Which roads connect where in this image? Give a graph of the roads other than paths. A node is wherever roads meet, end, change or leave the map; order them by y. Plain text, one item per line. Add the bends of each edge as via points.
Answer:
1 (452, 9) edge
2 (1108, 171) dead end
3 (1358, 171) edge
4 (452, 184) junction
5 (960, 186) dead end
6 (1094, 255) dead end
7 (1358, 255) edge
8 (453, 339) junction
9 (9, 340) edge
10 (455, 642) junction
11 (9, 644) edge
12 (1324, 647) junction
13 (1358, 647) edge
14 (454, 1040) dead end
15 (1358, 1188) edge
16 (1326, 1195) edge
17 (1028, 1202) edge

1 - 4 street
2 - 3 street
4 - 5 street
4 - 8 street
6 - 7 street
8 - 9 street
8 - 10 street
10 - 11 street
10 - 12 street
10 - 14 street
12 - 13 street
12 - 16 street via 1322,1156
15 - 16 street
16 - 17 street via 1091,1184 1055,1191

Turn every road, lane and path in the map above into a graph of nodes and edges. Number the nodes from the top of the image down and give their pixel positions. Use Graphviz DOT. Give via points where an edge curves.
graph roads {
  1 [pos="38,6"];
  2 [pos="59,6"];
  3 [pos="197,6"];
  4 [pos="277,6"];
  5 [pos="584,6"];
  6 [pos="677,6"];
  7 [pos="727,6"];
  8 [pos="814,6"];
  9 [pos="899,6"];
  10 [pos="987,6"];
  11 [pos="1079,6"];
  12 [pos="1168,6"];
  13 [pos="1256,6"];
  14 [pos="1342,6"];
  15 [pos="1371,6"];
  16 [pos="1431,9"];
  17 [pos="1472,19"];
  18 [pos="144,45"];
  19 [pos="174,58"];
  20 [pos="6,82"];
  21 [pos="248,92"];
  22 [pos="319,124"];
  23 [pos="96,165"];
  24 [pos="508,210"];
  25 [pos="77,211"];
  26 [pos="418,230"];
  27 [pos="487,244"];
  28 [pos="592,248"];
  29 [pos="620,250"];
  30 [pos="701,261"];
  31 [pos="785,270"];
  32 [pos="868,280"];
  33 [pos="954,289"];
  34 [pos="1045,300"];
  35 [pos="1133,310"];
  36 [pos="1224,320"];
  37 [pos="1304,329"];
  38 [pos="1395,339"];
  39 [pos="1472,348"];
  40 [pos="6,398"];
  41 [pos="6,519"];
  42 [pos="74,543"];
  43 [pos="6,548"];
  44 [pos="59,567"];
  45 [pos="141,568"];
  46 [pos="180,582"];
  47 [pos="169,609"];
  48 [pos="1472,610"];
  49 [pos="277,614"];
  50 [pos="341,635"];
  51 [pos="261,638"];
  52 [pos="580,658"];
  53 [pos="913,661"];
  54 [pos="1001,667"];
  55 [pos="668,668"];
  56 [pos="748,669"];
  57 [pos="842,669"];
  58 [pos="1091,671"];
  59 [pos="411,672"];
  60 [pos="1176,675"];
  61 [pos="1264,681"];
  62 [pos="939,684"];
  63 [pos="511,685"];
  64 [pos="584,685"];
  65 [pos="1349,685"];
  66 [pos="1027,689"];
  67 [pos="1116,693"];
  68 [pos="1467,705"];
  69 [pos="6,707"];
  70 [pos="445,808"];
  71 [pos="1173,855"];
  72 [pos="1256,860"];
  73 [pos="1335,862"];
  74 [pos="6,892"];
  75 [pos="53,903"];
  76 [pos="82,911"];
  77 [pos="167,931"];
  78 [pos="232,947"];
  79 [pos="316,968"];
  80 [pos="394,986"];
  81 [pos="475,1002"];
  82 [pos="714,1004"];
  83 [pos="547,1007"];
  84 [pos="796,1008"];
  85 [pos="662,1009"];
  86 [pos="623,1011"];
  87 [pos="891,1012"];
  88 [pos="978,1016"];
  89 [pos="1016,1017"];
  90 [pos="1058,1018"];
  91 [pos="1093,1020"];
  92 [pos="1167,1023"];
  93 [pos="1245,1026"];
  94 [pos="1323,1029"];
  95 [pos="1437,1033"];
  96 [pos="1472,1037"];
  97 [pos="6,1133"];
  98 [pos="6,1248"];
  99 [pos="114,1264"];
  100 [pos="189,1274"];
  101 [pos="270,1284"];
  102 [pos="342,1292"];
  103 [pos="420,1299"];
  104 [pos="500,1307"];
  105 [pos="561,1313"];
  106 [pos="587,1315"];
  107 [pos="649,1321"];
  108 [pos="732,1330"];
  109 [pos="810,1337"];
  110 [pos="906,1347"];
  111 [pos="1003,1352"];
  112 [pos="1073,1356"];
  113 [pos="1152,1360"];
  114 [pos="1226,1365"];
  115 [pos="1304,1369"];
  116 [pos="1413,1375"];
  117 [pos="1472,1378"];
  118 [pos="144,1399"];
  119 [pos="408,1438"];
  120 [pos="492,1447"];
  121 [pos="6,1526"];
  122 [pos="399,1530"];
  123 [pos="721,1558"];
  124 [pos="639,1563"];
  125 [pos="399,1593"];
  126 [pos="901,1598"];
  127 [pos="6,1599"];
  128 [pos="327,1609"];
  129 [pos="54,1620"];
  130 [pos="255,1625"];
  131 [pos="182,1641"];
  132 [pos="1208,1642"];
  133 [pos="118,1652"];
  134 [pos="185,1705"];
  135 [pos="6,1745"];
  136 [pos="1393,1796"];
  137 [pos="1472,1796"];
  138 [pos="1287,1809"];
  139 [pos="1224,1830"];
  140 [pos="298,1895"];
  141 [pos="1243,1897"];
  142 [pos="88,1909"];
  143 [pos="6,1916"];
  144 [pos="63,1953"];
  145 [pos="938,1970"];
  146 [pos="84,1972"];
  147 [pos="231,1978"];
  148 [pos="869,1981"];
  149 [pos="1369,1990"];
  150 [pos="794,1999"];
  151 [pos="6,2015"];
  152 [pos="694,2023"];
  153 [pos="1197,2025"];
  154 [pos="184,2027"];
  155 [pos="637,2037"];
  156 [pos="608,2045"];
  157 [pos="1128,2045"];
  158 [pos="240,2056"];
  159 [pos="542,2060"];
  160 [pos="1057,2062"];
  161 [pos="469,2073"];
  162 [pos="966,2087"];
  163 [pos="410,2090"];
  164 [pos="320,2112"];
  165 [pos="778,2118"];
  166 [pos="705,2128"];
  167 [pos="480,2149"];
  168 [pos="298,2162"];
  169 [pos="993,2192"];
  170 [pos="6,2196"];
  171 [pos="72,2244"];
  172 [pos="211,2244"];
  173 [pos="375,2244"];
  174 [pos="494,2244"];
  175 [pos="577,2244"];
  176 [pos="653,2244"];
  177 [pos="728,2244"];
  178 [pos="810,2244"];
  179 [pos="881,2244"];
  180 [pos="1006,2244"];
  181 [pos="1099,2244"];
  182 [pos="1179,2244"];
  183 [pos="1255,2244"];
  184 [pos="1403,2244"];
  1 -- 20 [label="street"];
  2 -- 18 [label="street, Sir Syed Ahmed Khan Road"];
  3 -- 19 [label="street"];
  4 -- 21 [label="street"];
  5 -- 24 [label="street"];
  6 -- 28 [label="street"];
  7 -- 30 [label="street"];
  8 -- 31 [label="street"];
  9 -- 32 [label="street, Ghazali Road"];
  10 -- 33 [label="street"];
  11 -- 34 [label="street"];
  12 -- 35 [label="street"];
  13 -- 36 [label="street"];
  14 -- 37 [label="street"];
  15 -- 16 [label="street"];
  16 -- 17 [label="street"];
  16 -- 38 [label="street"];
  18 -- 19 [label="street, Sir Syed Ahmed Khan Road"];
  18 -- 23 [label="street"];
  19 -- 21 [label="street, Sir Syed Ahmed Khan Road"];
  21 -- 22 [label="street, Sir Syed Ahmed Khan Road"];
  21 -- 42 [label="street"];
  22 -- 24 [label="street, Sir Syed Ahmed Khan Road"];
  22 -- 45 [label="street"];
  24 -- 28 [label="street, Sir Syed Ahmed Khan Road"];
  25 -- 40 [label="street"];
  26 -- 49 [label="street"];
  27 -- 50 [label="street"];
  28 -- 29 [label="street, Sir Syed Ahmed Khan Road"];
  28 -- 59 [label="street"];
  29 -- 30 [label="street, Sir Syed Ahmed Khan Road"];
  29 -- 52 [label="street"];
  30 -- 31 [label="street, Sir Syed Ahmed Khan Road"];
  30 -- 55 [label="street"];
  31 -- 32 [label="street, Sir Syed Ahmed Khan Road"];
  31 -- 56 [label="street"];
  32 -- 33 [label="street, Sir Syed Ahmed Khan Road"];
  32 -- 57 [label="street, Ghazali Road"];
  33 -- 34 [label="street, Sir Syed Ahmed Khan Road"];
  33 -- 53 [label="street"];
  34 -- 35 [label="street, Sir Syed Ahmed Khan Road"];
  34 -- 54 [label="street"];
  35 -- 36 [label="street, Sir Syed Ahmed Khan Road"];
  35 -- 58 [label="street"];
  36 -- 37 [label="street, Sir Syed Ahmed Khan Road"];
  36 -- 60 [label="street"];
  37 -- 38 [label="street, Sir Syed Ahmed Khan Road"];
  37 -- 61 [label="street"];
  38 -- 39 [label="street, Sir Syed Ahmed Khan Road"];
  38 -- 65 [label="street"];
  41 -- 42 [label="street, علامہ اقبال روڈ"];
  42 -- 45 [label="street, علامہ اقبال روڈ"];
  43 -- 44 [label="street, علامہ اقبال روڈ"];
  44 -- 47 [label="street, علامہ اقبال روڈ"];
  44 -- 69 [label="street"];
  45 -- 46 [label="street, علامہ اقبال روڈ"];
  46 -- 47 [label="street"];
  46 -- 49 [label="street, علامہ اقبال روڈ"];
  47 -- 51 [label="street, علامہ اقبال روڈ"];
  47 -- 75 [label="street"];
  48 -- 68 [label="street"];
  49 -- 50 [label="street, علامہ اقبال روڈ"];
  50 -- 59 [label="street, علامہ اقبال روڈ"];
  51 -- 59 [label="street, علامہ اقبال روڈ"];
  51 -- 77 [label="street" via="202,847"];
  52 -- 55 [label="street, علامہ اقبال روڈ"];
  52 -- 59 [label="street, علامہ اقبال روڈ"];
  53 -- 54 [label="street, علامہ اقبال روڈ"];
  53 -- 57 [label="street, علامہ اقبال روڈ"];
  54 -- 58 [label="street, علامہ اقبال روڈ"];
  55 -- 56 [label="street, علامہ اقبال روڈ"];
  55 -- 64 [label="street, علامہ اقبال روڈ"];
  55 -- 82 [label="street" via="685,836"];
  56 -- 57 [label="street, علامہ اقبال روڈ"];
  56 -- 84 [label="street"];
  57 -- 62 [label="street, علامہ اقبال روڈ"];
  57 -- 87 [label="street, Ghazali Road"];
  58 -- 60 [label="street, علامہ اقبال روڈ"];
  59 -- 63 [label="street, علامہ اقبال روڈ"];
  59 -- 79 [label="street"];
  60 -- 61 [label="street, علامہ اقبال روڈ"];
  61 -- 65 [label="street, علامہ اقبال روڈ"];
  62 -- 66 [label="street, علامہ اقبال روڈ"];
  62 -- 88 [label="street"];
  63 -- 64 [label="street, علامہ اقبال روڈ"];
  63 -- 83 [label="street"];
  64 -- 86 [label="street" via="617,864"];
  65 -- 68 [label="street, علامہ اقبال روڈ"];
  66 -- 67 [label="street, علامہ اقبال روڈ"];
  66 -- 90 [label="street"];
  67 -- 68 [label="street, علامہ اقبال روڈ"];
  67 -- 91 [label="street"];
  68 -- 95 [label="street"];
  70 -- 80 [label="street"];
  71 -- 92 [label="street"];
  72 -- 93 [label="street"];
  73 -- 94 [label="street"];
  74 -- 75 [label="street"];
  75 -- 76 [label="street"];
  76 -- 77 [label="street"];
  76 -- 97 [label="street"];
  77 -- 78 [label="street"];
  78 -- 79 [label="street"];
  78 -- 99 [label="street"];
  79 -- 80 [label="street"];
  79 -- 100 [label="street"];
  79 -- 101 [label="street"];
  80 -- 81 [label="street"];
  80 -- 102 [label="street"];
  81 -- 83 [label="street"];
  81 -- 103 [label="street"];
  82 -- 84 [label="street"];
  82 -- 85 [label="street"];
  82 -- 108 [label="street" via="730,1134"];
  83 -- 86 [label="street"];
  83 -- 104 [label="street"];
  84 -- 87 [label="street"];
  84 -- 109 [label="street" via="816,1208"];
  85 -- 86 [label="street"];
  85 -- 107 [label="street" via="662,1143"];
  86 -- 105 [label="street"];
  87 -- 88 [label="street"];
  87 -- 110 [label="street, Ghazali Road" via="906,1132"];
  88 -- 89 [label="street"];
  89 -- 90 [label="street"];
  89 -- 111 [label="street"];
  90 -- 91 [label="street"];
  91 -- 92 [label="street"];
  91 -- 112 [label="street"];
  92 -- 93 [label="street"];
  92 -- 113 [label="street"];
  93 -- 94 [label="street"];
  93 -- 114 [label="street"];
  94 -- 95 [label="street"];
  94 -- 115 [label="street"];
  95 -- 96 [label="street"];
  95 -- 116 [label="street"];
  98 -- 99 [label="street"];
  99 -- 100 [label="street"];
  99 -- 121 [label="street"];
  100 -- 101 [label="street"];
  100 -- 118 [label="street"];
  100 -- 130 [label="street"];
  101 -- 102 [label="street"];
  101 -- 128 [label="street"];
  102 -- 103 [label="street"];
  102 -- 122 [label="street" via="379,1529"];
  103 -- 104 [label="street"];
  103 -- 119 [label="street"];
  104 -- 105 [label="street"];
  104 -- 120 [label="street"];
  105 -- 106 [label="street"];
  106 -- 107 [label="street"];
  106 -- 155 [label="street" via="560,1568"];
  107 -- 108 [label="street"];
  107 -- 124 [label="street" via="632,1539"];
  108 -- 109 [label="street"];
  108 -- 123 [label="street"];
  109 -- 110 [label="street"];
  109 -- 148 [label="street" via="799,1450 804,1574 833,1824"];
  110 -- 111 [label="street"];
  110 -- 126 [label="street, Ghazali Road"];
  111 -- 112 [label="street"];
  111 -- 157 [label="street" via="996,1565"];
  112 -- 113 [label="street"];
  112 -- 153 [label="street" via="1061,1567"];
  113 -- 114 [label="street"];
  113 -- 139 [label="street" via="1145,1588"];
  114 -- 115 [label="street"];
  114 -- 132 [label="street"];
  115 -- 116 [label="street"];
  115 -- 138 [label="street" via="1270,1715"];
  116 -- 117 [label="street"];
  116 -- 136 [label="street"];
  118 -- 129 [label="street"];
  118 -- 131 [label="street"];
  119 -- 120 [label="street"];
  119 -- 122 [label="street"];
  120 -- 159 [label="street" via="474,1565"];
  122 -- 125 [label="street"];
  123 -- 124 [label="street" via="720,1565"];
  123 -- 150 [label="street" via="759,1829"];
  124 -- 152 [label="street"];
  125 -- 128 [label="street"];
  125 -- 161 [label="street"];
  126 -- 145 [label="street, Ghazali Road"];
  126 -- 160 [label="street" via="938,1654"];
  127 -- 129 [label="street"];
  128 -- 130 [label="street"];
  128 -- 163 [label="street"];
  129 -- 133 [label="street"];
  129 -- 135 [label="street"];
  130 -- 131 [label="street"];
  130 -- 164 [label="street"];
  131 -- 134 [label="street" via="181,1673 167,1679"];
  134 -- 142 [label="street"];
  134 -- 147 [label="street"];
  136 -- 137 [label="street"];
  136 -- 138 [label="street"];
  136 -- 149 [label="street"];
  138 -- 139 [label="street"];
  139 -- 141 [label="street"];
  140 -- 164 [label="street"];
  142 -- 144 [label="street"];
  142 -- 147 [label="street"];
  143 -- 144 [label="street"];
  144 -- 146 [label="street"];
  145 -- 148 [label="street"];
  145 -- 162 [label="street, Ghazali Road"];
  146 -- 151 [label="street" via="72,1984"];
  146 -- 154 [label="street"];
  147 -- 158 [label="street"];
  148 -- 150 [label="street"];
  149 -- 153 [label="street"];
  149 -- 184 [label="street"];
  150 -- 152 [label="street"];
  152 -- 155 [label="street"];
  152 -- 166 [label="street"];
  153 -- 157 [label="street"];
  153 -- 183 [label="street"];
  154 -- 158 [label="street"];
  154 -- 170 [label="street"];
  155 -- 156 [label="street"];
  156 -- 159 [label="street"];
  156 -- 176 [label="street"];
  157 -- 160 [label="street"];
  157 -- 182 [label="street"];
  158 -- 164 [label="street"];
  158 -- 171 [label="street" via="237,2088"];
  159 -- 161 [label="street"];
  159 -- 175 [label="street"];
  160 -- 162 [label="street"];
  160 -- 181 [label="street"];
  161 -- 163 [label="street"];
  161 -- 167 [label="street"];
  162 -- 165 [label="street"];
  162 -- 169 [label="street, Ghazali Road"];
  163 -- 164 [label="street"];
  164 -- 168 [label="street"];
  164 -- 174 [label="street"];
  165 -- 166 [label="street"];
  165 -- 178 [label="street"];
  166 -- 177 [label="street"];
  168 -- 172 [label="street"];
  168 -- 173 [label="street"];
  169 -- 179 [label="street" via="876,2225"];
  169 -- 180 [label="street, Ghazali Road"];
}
--
From the records above, copy each line that contains the word "dead".

2 (1108, 171) dead end
5 (960, 186) dead end
6 (1094, 255) dead end
14 (454, 1040) dead end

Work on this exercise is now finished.